The high point of the issue has gotta be Maddie, at the end, breaking free of Sinister’s shackles, and promising to make the world burn. It’s her way of reclaiming agency, by destroying everything she had been, and it’s chilling and inspiring, in an odd way. She’s been hit with a lot of horrible stuff, and it’s easy to sympathize with her, even as she’s gleefully embracing evil. You just wanna root for her to come to her senses. You want things to be OK for her. But at the same time, she is just so good at being bad.
The art’s excellent. Obviously. Silvestri does a good job with the spreading corruption of the city and the X-Men, and Oliver’s colours add a lot to that. The way the X-Men change is very convincing. There’s also great work with the dramatic moments in Maddie’s side of the story.
Yeah, this is a great issue. Inferno’s awesome.
And Classic X-Men #30, a reprint of X-Men #124. There’s no added content, but there is the back-up, by Nocenti, Bolton, Oliver and Novak. Arcade wakes up from a nightmare of things chasing him. He hears his computer system, and gets angry that someone is using Murderworld without his permission. And has locked him out of the system, so he has no choice but to go in. He gets attacked by weirdly cute robots shaped like an axe and a saw. Then he gets shot at by robots shaped like some stuffed toys he used to have.

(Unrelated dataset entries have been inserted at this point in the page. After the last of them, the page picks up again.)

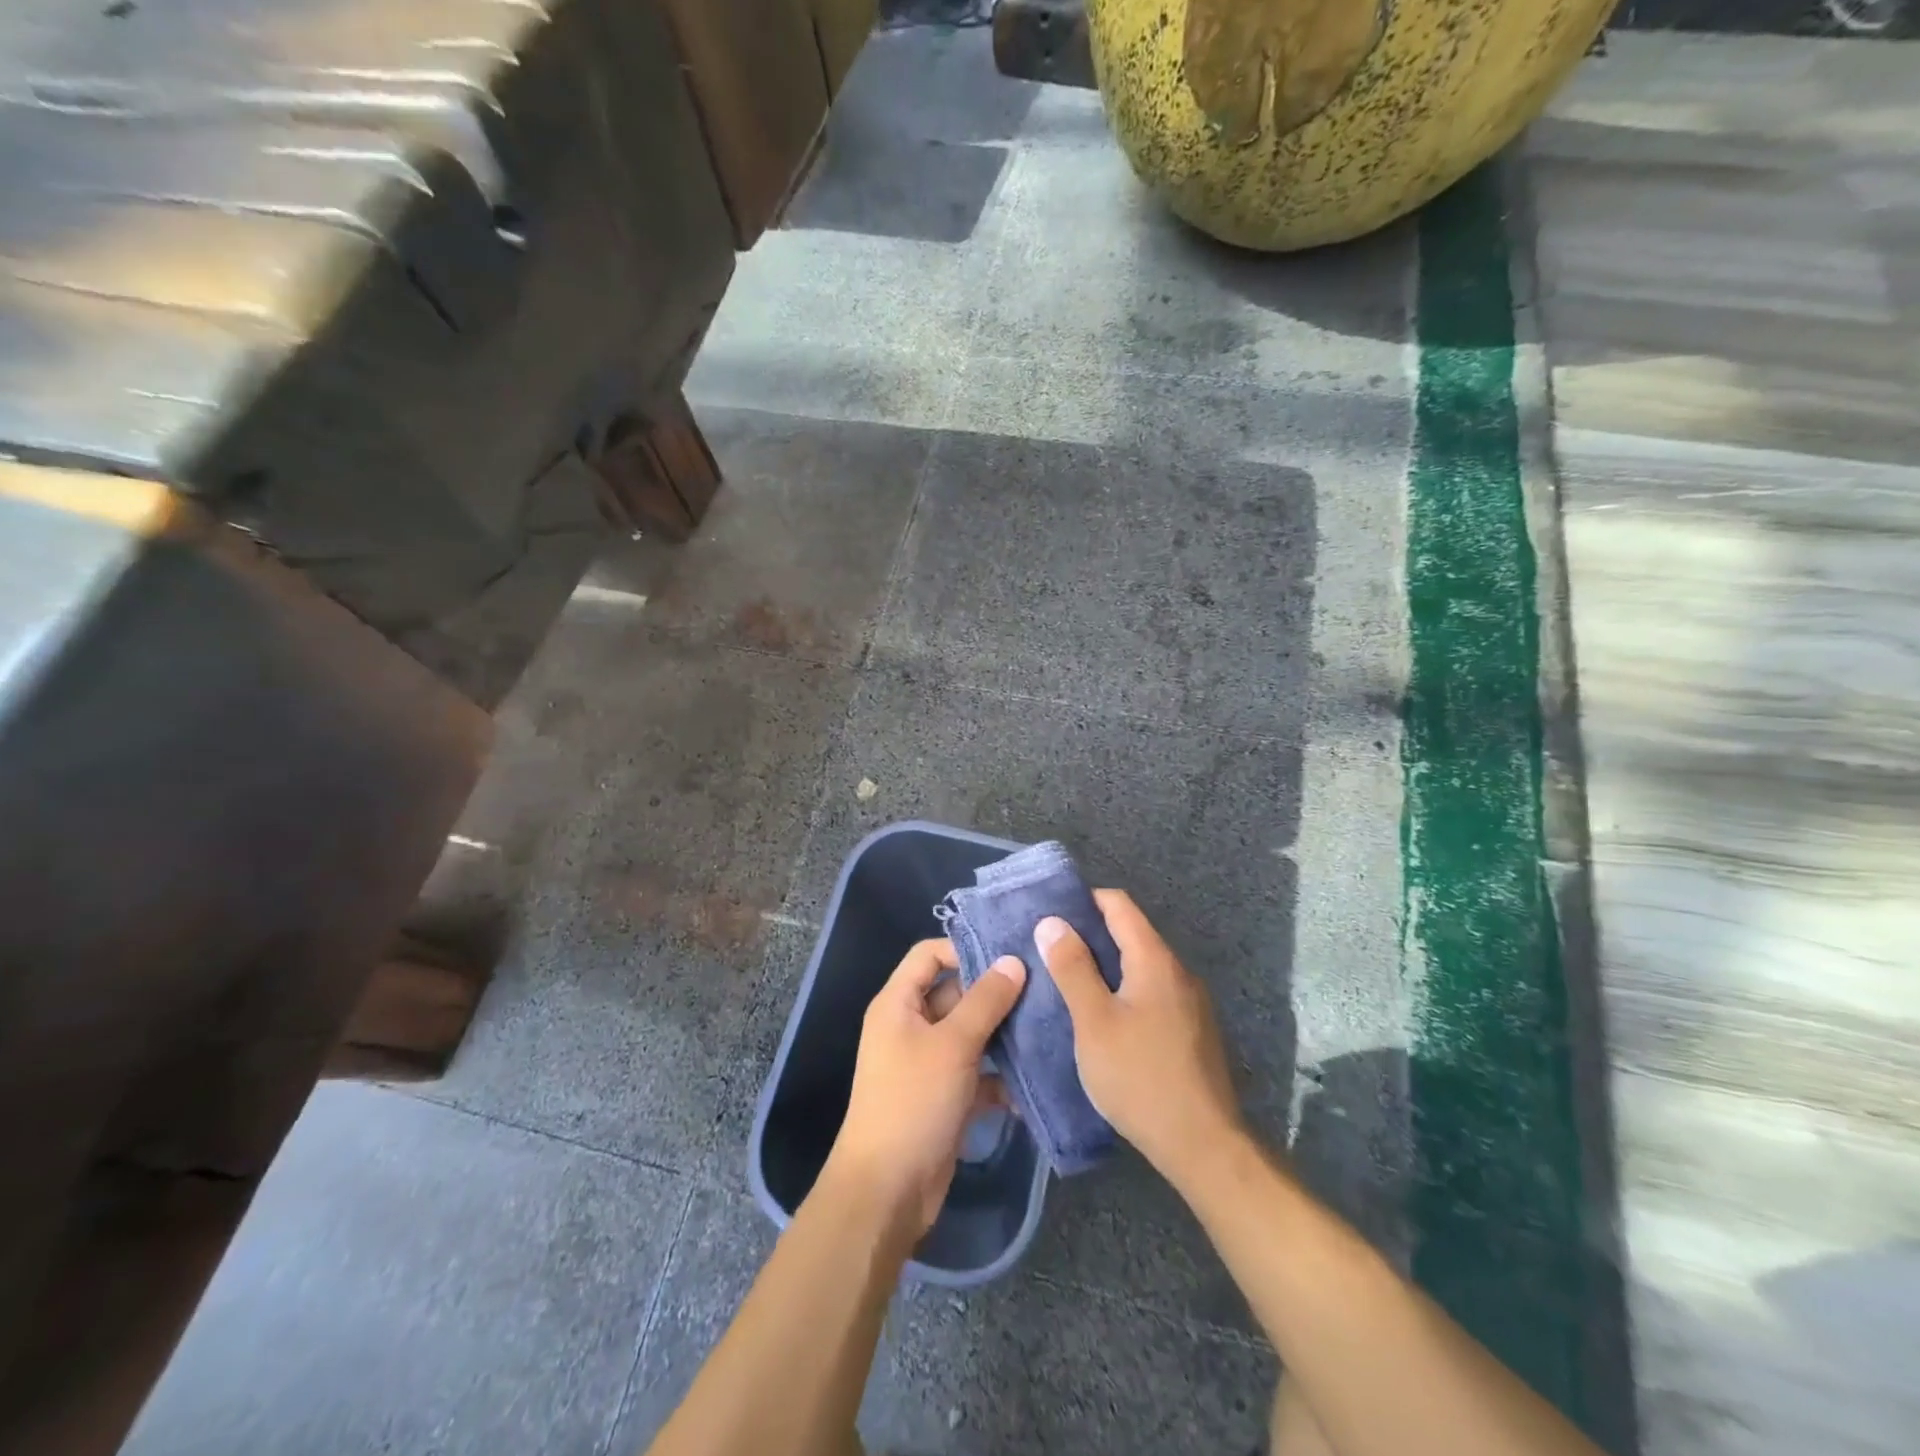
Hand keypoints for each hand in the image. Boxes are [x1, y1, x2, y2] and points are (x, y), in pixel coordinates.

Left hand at [823, 939, 1025, 1234]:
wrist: (888, 1191)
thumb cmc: (913, 1102)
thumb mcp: (953, 1045)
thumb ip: (985, 1001)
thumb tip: (1013, 961)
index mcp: (899, 1003)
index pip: (929, 954)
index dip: (965, 948)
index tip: (1009, 953)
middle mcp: (911, 1026)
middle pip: (955, 992)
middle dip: (995, 992)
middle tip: (1043, 985)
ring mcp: (928, 1062)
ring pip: (971, 1033)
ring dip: (1004, 1033)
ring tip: (1049, 1024)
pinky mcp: (946, 1095)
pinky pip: (977, 1072)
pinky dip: (1001, 1076)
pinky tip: (1036, 1079)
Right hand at [1036, 891, 1244, 1186]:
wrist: (1204, 1145)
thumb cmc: (1140, 1077)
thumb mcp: (1094, 1021)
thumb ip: (1072, 968)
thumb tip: (1052, 922)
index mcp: (1155, 960)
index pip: (1118, 904)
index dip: (1083, 901)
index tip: (1049, 915)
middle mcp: (1178, 971)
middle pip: (1130, 933)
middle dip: (1089, 936)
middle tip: (1048, 952)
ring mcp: (1190, 1002)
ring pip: (1140, 967)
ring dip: (1105, 967)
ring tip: (1067, 984)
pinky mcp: (1191, 1031)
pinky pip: (1151, 993)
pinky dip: (1123, 992)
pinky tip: (1101, 1019)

Arcade escapes them, and realizes he’s the target Murderworld has been programmed to kill. He finds a younger version of himself, playing with toys, and when the kid tears the nose off a clown doll, Arcade beats him with it, until he realizes he’s beating and terrorizing himself. Arcade beat himself with a clown. That is now a fetish. Anyway, then his father comes in and is about to beat Young Arcade, so Adult Arcade cracks the back of his skull open with a toy train. He holds his kid version close, but the leg falls off, and the robot deactivates. With that done, Arcade finally manages to get access to his computer, and learns he programmed it all while he was sleeping. He tried to kill himself.
This is a really good back-up. It’s a bit of an odd one. It both makes Arcade more sympathetic while also reinforcing the fact that he’s a terrible person. He apparently had a rough childhood, being beaten by his father, but at the same time, he was also one of those bratty kids who liked to destroy his toys, which was indicative, even then, of his lack of compassion. It’s an interesting balance Nocenti strikes, and she handles it really well, letting readers understand why he is the way he is without actually excusing anything he does. I also like the twist of him trying to kill himself, which is done in a way that indicates deep self-loathing and a desire to die. There’s also an amusing moment where he notes how dangerous Murderworld is.
The story also does a good job showing Arcade as both competent and ridiculous. He is able to handle himself in Murderworld, at least reasonably well, but he also panics quite a bit, and he’s petulant and over-dramatic. And it’s fun.
The art is really nice. Even better than usual, actually, somehow. Bolton and Oliver knock it out of the park. There’s a wonderful combination of cartoony-ness and moodiness. I really enjoyed the art through this story. This is a good one.